How to use closures in C#

Take advantage of closures in C# — including anonymous methods, delegates, and lambda expressions — to make your code robust, efficient, readable, and easier to maintain.

Closures are often associated with functional programming languages. Closures connect a function to its referencing environment, allowing the function to access non-local variables. In C#, closures are supported using anonymous methods, lambda expressions, and delegates.

I have discussed anonymous methods and lambda expressions in previous articles. So what’s a delegate? A delegate is a type-safe function pointer that can reference a method that has the same signature as that of the delegate. Delegates are used to define callback methods and implement event handling.

This article talks about how we can work with closures using anonymous methods, lambda expressions, and delegates in C#. To work with the code examples provided in this article, you should have Visual Studio 2019 installed in your system. If you don’t already have a copy, you can download Visual Studio 2019 here.

Create a console application project in Visual Studio

First off, let’s create a .NET Core console application project in Visual Studio. Assuming Visual Studio 2019 is installed in your system, follow the steps outlined below to create a new .NET Core console application project.

  1. Launch the Visual Studio IDE.
  2. Click on “Create new project.”
  3. In the “Create new project” window, select “Console App (.NET Core)” from the list of templates displayed.
  4. Click Next.
  5. In the “Configure your new project” window, specify the name and location for the new project.
  6. Click Create.

We’ll use this project to illustrate the use of anonymous methods, lambdas, and delegates as closures in the subsequent sections of this article.

A closure as a first-class function in C#

A closure is defined as a first-class function containing free variables bound in the lexical environment. The C# programming language treats the first-class function as though it were a first-class data type. This means that you can assign the function to a variable, invoke it, or pass it around much the same way you work with any other first-class data type.

A closure is a particular type of function that is intrinsically linked to the environment in which it is referenced. As a result, closures can use variables pertaining to the referencing environment, despite these values being outside the scope of the closure.

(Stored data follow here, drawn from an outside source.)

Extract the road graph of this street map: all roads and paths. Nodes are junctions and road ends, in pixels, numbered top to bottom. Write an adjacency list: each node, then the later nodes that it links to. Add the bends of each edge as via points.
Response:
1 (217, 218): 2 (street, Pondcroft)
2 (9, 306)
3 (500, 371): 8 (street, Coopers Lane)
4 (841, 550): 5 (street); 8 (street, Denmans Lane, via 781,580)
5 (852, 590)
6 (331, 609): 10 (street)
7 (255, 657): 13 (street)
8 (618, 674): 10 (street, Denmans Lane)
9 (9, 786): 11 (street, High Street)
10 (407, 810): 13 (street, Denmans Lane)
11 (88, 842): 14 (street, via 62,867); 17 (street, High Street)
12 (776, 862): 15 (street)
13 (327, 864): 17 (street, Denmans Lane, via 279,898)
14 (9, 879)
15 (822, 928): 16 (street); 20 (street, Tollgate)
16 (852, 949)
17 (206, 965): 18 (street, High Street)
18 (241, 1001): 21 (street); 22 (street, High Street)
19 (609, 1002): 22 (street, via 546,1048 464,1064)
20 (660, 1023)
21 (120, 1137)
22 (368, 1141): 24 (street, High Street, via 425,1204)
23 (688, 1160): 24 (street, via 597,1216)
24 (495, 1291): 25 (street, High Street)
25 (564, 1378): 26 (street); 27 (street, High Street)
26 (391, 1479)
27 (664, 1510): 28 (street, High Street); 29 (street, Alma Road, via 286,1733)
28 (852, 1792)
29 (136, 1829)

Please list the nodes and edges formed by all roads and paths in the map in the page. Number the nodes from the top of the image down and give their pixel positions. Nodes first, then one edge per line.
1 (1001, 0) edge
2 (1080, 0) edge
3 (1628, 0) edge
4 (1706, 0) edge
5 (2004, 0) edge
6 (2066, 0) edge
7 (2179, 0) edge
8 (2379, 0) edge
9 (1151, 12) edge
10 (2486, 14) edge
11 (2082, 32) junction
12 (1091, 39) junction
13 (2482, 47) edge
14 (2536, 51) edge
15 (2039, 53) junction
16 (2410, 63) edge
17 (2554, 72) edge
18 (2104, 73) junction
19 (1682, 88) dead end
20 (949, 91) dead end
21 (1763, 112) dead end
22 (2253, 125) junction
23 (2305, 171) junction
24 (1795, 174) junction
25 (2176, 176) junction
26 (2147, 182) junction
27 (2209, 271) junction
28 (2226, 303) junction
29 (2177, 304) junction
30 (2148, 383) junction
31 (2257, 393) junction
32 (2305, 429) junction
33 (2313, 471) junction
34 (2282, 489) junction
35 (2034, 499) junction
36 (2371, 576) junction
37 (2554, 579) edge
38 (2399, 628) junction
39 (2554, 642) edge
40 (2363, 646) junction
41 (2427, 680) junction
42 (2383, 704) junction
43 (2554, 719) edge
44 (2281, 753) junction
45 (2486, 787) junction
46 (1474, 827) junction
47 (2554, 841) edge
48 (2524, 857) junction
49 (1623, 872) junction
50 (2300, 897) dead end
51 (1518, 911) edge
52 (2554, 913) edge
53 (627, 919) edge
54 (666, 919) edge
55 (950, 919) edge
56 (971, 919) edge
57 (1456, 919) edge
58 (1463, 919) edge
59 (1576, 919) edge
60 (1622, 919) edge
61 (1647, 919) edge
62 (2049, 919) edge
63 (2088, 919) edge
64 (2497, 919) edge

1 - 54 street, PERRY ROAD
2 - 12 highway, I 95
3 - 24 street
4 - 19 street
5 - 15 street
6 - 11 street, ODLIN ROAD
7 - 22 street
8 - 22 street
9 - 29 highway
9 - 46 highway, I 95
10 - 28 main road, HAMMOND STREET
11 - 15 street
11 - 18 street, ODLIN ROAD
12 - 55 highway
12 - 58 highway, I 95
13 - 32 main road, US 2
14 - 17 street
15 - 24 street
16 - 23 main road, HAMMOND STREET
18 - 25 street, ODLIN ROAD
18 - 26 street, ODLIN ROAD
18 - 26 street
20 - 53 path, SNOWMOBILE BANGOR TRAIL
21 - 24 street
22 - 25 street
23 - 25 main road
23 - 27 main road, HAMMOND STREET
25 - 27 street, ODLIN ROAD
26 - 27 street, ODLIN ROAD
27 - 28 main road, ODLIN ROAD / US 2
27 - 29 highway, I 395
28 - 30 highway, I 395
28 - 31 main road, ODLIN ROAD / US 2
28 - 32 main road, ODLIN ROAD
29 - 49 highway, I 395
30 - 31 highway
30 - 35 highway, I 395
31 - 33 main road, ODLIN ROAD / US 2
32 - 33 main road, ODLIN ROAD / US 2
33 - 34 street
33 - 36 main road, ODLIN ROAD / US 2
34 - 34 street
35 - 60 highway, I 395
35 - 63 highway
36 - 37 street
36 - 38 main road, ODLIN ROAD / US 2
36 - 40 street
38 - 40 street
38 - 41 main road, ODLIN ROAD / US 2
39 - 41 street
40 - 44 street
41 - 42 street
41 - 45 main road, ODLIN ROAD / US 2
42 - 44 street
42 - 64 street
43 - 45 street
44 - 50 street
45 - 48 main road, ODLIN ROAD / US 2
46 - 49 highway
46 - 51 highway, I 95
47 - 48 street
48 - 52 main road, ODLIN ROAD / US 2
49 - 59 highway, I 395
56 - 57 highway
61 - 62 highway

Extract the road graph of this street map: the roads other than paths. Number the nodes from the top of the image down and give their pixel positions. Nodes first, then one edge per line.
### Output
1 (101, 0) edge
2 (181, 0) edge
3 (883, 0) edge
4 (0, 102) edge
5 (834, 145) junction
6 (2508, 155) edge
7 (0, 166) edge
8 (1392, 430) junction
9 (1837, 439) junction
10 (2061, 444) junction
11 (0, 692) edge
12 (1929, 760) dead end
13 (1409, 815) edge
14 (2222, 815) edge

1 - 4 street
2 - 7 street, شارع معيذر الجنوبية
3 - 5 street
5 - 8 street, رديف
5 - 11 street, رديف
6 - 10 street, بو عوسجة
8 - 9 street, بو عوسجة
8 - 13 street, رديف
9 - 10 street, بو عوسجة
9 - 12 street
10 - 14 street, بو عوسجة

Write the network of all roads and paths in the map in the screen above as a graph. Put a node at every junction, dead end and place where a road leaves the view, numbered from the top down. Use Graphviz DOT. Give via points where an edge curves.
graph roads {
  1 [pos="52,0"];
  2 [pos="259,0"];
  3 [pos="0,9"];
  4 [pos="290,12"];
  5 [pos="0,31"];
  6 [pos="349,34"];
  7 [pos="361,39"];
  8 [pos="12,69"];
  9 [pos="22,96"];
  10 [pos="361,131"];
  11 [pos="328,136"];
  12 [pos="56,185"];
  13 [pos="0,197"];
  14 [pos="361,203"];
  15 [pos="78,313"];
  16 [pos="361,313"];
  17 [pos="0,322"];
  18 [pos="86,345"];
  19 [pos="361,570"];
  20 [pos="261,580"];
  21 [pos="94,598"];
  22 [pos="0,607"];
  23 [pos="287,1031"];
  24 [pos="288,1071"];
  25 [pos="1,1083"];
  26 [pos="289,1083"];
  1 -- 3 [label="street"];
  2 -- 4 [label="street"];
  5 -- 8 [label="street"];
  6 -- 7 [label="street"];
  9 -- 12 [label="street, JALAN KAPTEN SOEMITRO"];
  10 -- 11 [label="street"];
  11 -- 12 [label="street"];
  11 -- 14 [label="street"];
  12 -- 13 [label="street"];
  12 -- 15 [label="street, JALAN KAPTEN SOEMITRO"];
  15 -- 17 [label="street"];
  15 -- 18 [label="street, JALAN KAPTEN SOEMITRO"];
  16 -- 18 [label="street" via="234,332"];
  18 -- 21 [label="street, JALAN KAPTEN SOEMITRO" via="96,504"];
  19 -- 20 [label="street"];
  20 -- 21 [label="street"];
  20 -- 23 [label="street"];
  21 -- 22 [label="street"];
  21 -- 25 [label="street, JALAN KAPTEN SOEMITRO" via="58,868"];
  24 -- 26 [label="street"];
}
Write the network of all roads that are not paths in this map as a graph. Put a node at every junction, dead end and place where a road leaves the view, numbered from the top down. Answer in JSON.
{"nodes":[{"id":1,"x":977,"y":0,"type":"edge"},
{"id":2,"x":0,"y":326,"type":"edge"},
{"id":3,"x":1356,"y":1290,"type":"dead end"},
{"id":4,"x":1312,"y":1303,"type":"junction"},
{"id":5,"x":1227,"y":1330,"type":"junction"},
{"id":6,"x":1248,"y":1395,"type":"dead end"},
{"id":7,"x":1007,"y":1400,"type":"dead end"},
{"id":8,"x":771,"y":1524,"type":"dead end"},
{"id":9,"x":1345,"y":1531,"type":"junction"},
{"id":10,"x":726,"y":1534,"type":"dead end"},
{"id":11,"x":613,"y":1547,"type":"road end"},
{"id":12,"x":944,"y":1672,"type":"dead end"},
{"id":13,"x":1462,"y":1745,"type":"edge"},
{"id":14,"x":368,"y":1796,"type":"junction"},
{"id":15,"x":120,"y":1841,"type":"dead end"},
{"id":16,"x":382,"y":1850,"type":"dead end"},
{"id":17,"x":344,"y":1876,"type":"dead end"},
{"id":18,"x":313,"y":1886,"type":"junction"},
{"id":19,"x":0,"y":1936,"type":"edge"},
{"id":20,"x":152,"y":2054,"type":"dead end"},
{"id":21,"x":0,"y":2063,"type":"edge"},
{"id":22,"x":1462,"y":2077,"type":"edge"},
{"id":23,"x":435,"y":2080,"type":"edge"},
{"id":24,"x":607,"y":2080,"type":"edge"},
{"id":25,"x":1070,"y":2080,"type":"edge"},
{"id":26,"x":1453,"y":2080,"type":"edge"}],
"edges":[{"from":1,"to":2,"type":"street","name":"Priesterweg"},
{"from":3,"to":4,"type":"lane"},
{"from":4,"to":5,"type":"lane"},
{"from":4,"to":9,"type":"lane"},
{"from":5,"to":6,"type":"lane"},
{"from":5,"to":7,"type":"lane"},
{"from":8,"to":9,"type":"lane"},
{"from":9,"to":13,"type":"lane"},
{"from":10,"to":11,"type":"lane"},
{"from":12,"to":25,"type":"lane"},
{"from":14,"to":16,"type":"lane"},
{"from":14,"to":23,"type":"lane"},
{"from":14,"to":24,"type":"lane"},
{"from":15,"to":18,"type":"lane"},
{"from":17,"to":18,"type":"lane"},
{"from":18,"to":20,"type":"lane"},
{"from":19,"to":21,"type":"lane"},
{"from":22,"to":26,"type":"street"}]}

Simple closure examples in C#

You can write a closure using an anonymous method as shown in the code snippet given below.

Func<string, string> someFunc = delegate (string someVariable)
   return "Hello World!";

Alternatively you can create a closure using a lambda function as shown in the code snippet below.

Func<string, string> someFunc = someVariable => "Hello World!";

Note that both of the above code snippets create a method that accepts a string as a parameter and returns another string. Here’s how you can invoke either of these closures we just created:

string str = someFunc("This is a demo");

Let’s look at another example. The code snippet given below creates an integer value in a non-local variable named x.

int x = 10;
Action closure = delegate
     Console.WriteLine("The value of the non-local variable x is: {0}", x);

Here’s how you can do exactly the same thing using a lambda expression:

int x = 10;
Action closure = () =>
    Console.WriteLine("The value of the non-local variable x is: {0}", x);

In both cases, the output will appear exactly as displayed in Figure 1 below.

closures csharp 01 IDG

Figure 1: Our simple closure in action!

Closures capture variables, not values

Because a closure is bound to the environment in which it is declared, it is able to reference out-of-scope variables and objects from within its body. Here is an example that illustrates this:

int x = 10;
Action a = delegate { Console.WriteLine($"The value of x is: {x}"); };

When you execute the above code, the output will appear at the console window as shown in Figure 2.

closures csharp 02 IDG

Figure 2: A closure can reference non-local variables and objects within its body.

The following code snippet shows that the anonymous method is bound to variables in the parent method body, not values.

int x = 10;
Action a = delegate { Console.WriteLine($"The value of x is: {x}"); };
x = 100;

When you execute the above code, the output will appear as shown in Figure 3. Note that the anonymous function returns 10, not 100.

closures csharp 03 IDG

Figure 3: A closure is bound to variables, not values, of the parent method body.

How do C# closures work?

When the C# compiler detects a delegate that forms a closure that is moved beyond the current scope, the delegate and its associated local variables are promoted to a compiler-generated class. From there, it just takes a little compiler magic to move between instances of the compiler-generated class, ensuring that each time the delegate is invoked, a function on this class is called. Once there are no longer any references to the instance of this class, the instance is garbage collected by the GC much the same way other instances are collected.

Below is an example of a compiler-generated class created on compilation of a code snippet that contains closures.

 private sealed class <>c__DisplayClass0_0
        public int x;
        internal void <M>b__0()
            Console.WriteLine(string.Format("The value of x is: {0}", x));

For a lambda to remain “callable,” the variables it references must survive even after the function in which they have been defined has finished executing. To achieve this, C# draws on classes. So, when a lambda function accesses a variable that is defined inside a function, that variable is extracted and placed inside a new class generated by the compiler. That’s exactly how a closure works!

Closures originated in the world of functional programming but they have found a place in object-oriented programming languages as well. Closures don’t inherently provide composability — all they do is make it easier to implement delegates. I’ll have more to say about closures in future posts here.